**TRY IT**
Find the string "dead" in the data, and copy out each line that has it.

+++ RECORDS SUPPLIED +++

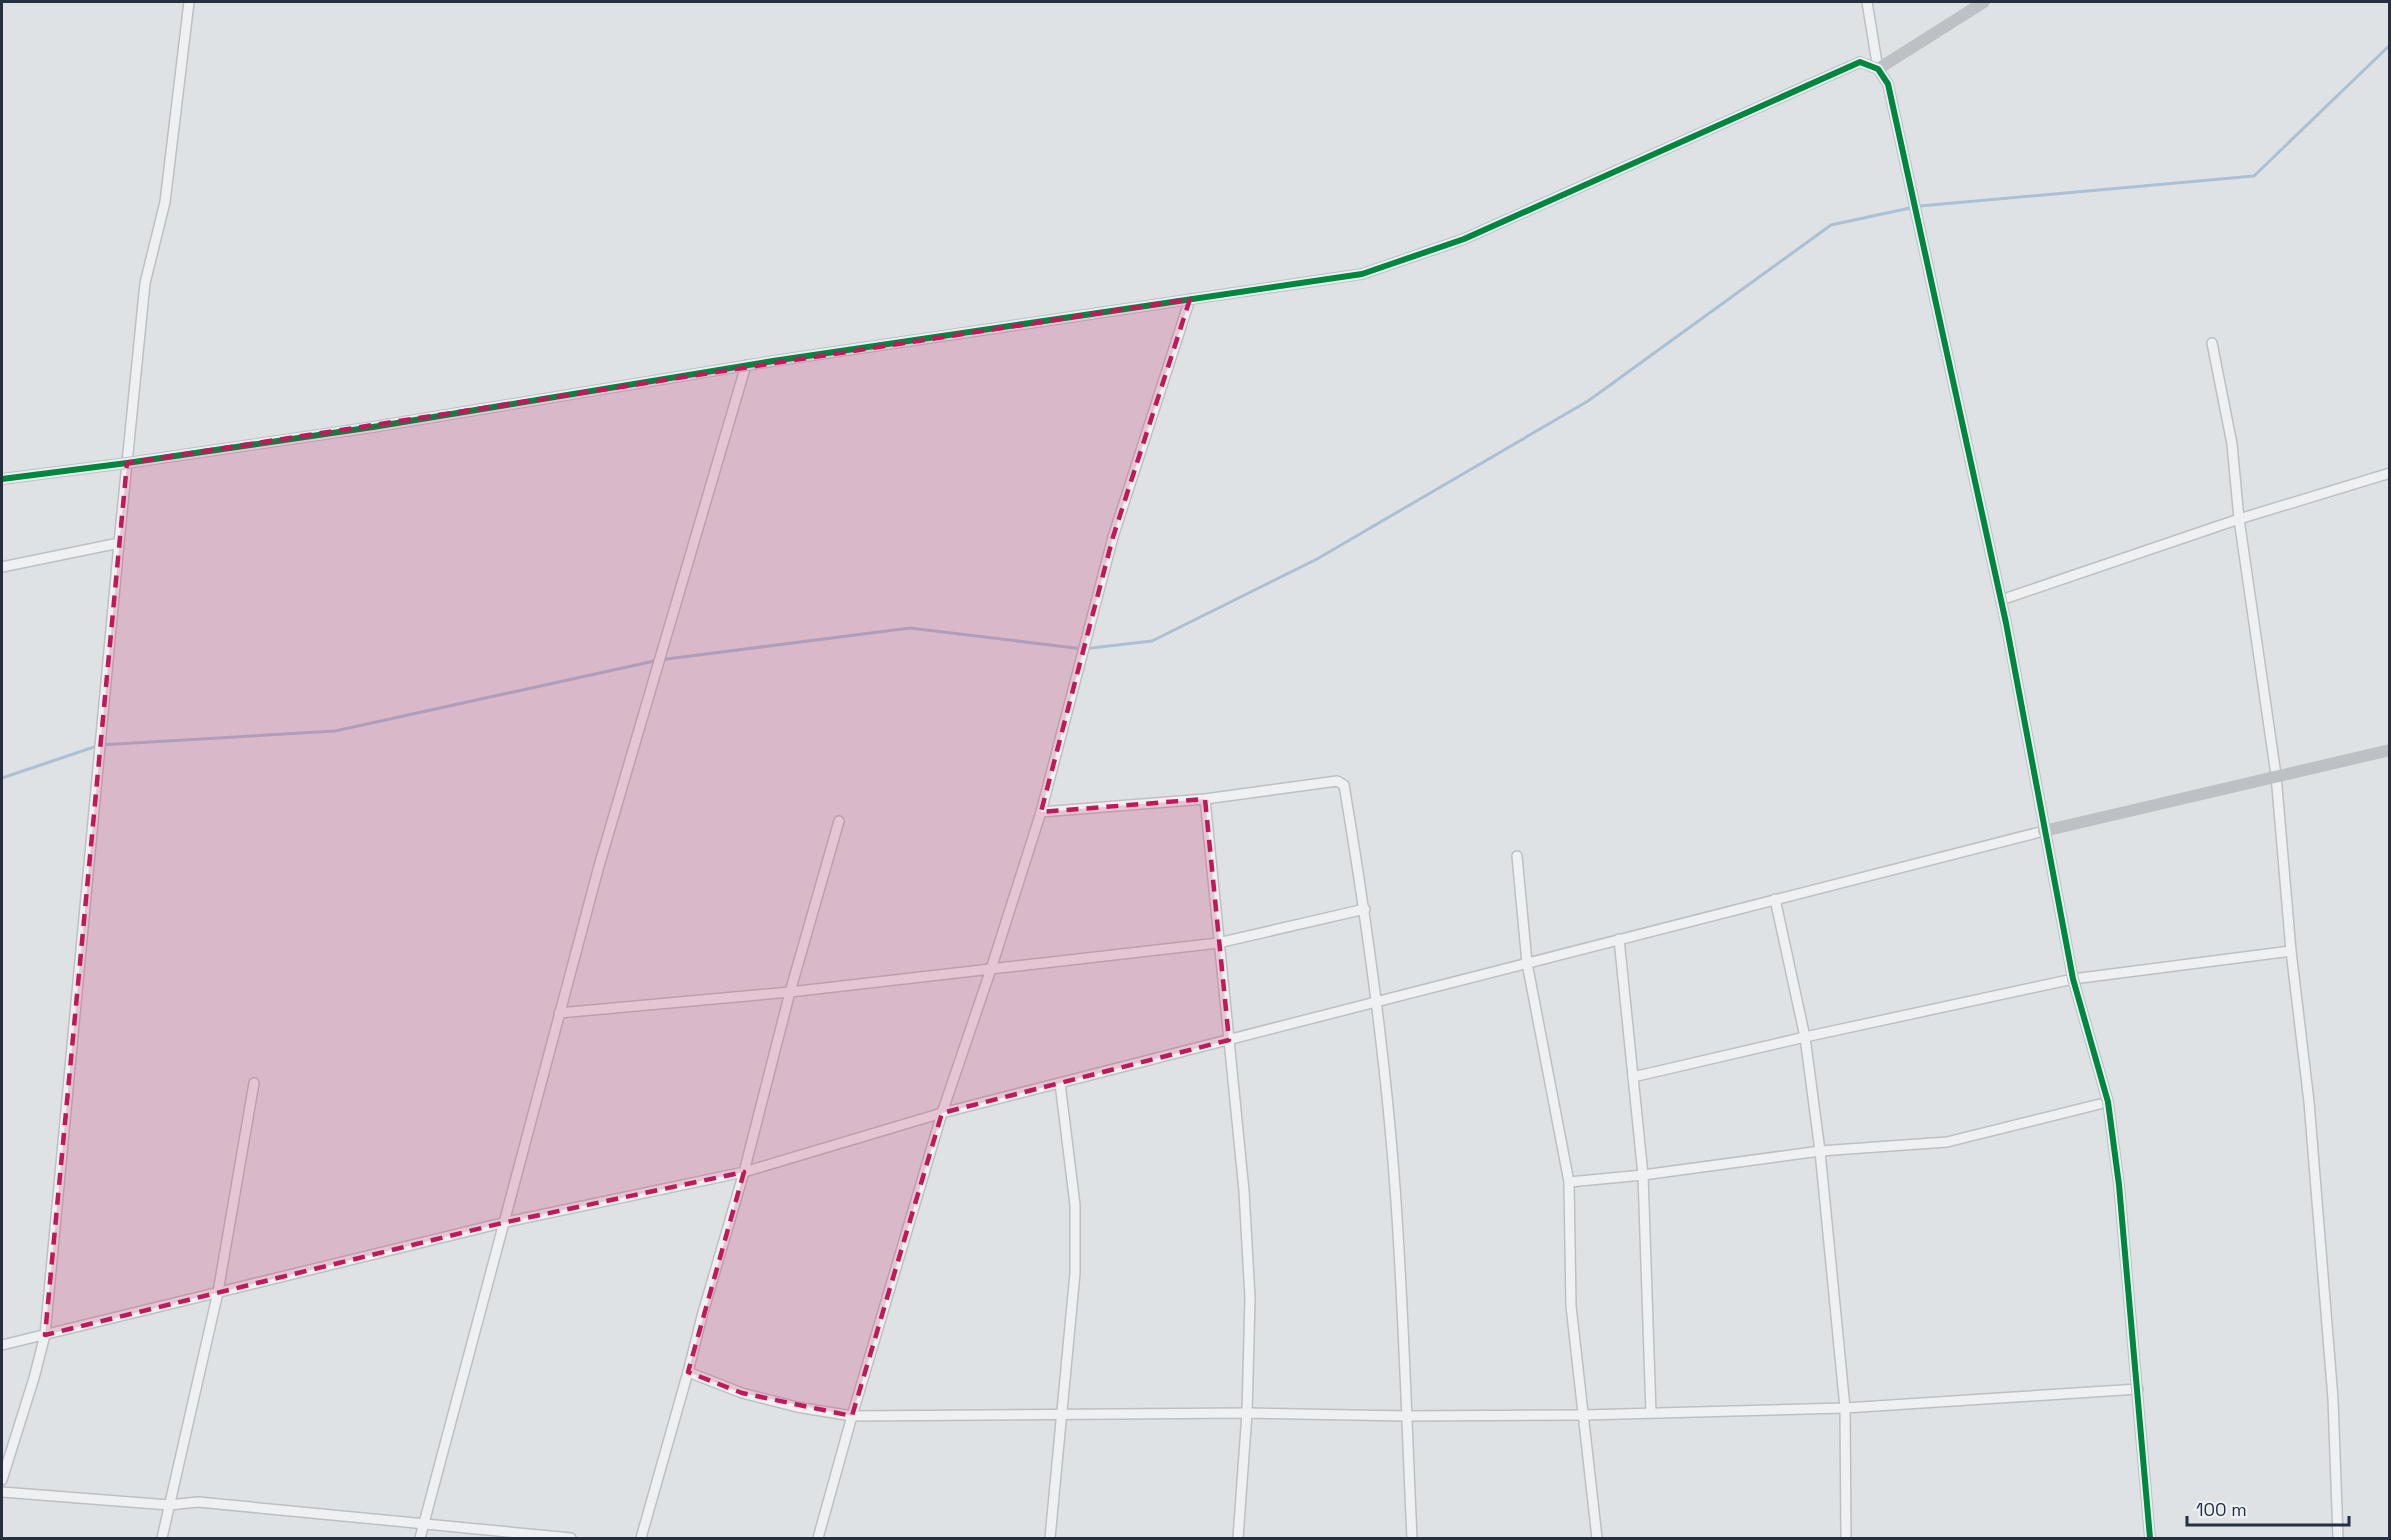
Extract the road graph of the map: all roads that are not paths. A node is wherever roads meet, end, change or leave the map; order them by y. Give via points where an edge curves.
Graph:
1 (189, 2) edge
2 (1867, 2) edge
3 (1984, 2) edge
4 (1878, 69) junction
5 (1190, 298) junction
6 (2212, 343) dead end
7 (746, 365) junction
8 (127, 463) junction
9 (2390, 473) edge
10 (2, 479) edge
11 (2239, 519) junction
12 (118, 543) junction
13 (2, 567) edge
14 (2001, 600) junction
15 (2390, 750) edge
16 (2276, 775) junction
17 (1205, 800) junction
18 (1041, 812) junction
19 (839, 821) dead end
20 (2044, 831) junction
21 (1517, 856) dead end
22 (1776, 899) junction
23 (1365, 909) junction
24 (1619, 939) junction
25 (1218, 943) junction
26 (2291, 951) junction
27 (1527, 963) junction
28 (992, 969) junction
29 (2073, 979) junction
30 (790, 992) junction
31 (1376, 1002) junction
32 (559, 1013) junction
33 (1805, 1037) junction
34 (1229, 1040) junction
35 (1634, 1077) junction
36 (254, 1083) dead end
37 (1060, 1083) junction
38 (2108, 1102) junction
39 (942, 1113) junction
40 (1820, 1151) junction
41 (744, 1172) junction
42 (1643, 1175) junction
43 (1569, 1182) junction
44 (502, 1222) junction
45 (218, 1292) junction
46 (45, 1335) junction
47 (2, 1345) edge
48 (688, 1372) junction
49 (2138, 1389) junction
50 (1845, 1408) junction
51 (1247, 1413) junction
52 (1651, 1413) junction
53 (1584, 1415) junction
54 (852, 1416) junction
55 (1061, 1416) junction
56 (1407, 1416) junction
57 (2, 1480) edge
58 (2, 1492) edge
59 (169, 1505) junction
60 (424, 1524) junction
61 (162, 1539) edge
62 (420, 1539) edge
63 (571, 1539) edge
64 (641, 1539) edge
65 (818, 1539) edge
66 (1050, 1539) edge
67 (1238, 1539) edge
68 (1412, 1539) edge
69 (1597, 1539) edge
70 (1846, 1539) edge
71 (2150, 1539) edge
72 (2338, 1539) edge

1 - 8 street via 165,202 145,283
2 - 4 street
3 - 4 street
4 - 5 street via 1860,63 1464,239 1362,274
4 - 14 street via 1888,84
5 - 7 street
5 - 18 street via 1113,537
6 - 11 street via 2232,444
7 - 8 street
7 - 32 street
8 - 10 street
8 - 12 street
9 - 11 street
11 - 14 street
11 - 16 street
12 - 13 street
12 - 46 street
14 - 20 street
15 - 16 street
16 - 20 street
16 - 26 street
17 - 18 street
17 - 23 street via 1341,782
17 - 25 street
18 - 28 street
19 - 30 street
20 - 22 street
20 - 29 street
21 - 27 street
22 - 24 street
22 - 33 street
23 - 25 street
23 - 31 street
24 - 27 street
24 - 35 street
25 - 28 street
25 - 34 street
26 - 29 street
26 - 72 street via 2309,1102 2333,1399
27 - 31 street
27 - 43 street
28 - 30 street
28 - 39 street
29 - 33 street
29 - 38 street
30 - 32 street
30 - 41 street
31 - 34 street
31 - 56 street via 1397,1215
32 - 44 street
33 - 35 street
33 - 40 street
34 - 37 street
34 - 51 street via 1250,1298
35 - 42 street
36 - 45 street
37 - 39 street
37 - 55 street via 1075,1216 1075,1273
38 - 40 street via 1947,1142
38 - 49 street
39 - 41 street
39 - 54 street
40 - 42 street
40 - 50 street
41 - 44 street
41 - 48 street
42 - 43 street
42 - 52 street
43 - 53 street via 1571,1306
44 - 45 street
44 - 60 street
45 - 46 street
45 - 59 street
46 - 47 street
46 - 57 street
48 - 54 street via 742,1393
48 - 64 street
49 - 50 street
49 - 71 street
50 - 52 street
50 - 70 street
51 - 55 street
51 - 56 street
51 - 67 street
52 - 53 street
53 - 56 street
53 - 69 street
54 - 55 street
54 - 65 street
55 - 66 street
56 - 68 street
58 - 59 street
59 - 60 street via 198,1502
59 - 61 street
60 - 62 street
60 - 63 street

+++

**EXERCISE SOLUTION**
6 (2212, 343) dead end
19 (839, 821) dead end
21 (1517, 856) dead end
36 (254, 1083) dead end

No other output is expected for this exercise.